First, although it is only now being used in mass power electronics applications, GaN is not a new technology. It has been studied, developed, and written about for at least 20 years. The degradation mechanisms—mainly time-dependent breakdown, charge-trapping, and hot-carrier wear-out—are well understood and can be accommodated and devices can be designed accordingly.

Recently, and also thanks to a white paper originally published by Dr. Bahl at Texas Instruments, a JEDEC guideline has emerged specifically for GaN power-switching devices (JEP 180). JEP 180 defines tests that should be performed on devices to mimic the real use conditions of a device in an application (e.g., soft-switching, hard-switching, etc.). With silicon MOSFETS, once a device has passed the JEDEC standard tests, then the device is qualified and that has been proven to be sufficient.

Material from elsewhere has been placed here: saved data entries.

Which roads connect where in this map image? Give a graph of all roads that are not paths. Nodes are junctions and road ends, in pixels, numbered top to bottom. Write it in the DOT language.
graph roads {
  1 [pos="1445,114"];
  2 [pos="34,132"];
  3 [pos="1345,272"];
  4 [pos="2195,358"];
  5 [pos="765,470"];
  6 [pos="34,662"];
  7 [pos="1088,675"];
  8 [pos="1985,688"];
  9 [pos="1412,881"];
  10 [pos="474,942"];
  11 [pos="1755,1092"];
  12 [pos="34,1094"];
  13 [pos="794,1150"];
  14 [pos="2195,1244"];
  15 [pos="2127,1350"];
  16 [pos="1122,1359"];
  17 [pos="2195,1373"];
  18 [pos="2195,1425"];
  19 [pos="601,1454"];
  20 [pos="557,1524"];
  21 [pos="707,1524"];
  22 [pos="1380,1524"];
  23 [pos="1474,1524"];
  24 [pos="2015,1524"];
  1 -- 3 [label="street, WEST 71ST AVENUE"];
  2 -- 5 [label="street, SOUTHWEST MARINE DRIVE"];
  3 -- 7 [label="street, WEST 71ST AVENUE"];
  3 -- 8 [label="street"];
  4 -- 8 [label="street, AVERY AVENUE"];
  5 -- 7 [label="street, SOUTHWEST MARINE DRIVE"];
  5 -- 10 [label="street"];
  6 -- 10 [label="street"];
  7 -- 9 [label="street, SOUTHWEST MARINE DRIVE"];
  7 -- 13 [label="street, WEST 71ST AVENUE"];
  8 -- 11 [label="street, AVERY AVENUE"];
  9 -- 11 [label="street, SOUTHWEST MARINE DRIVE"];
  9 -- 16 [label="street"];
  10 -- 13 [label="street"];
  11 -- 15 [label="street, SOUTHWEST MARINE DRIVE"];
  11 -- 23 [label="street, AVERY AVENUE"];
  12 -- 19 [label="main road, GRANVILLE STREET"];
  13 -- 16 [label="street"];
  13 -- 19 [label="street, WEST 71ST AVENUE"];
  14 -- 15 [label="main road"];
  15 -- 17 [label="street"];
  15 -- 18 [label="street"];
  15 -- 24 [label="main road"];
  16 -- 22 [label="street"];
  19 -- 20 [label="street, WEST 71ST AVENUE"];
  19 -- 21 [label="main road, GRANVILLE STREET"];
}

In this case of GaN, however, while still performing JEDEC standard tests is mandatory, reliability experts realized that additional extended tests are needed to avoid failures in real switching conditions as the one described in JEP 180. Currently, JEP 180 is a guideline, but it is expected to become a standard, and Innoscience – and other companies – test in accordance with it.

Figure 5a provides more detail. JEDEC 180 advises that a device should be stressed under resistive switching conditions. A “bad” device will exhibit an increase in on-resistance due to the charge-rapping effect, showing degradation once switching from high voltage begins. A “good” device will only show minor differences, and the dynamic on-resistance ratio (i.e. ratio between the static and dynamic on-resistance) should remain lower than 20%. Innoscience performs this test for 1000 hours demonstrating a very stable on-resistance that stays well below 20% both for the high-voltage (Figure 5a) and low-voltage (Figure 5b) InnoGaN devices.


Figure 6. Reverse bias test performed between 1200V 1300V and at 150°C. Image used courtesy of Bodo’s Power Systems [PDF]


Of course, Innoscience also routinely performs typical JEDEC testing, both at the die and at the package level. Such tests include high-temperature gate bias (HTGB), high-temperature reverse bias stress (HTRB), and even H3TRB (high temperature, high humidity, high reverse bias test), which is a very stringent test typical for automotive.

Additionally, Innoscience also performs tests to fail to extrapolate lifetime expectancy. The tests are performed beyond the device's maximum specifications (e.g. for a 650V device, the accelerated reverse bias test is performed between 1200V and 1300V, and at 150°C as shown in Figure 6). Accelerated tests show that the time required to bring the InnoGaN parts to failure at maximum rated drain voltage or maximum rated forward gate voltage exceeds 10 years lifetime at 10ppb level!

These excellent reliability characteristics are a result of Innoscience’s IDM model and expertise where all the important design elements (from epitaxy to device design) have been addressed.

So as we see, GaN technology, properly implemented, is extremely reliable, and users can eliminate this second concern. With proven reliability and price competitiveness, the last remaining barriers stopping users from employing GaN power devices have been removed.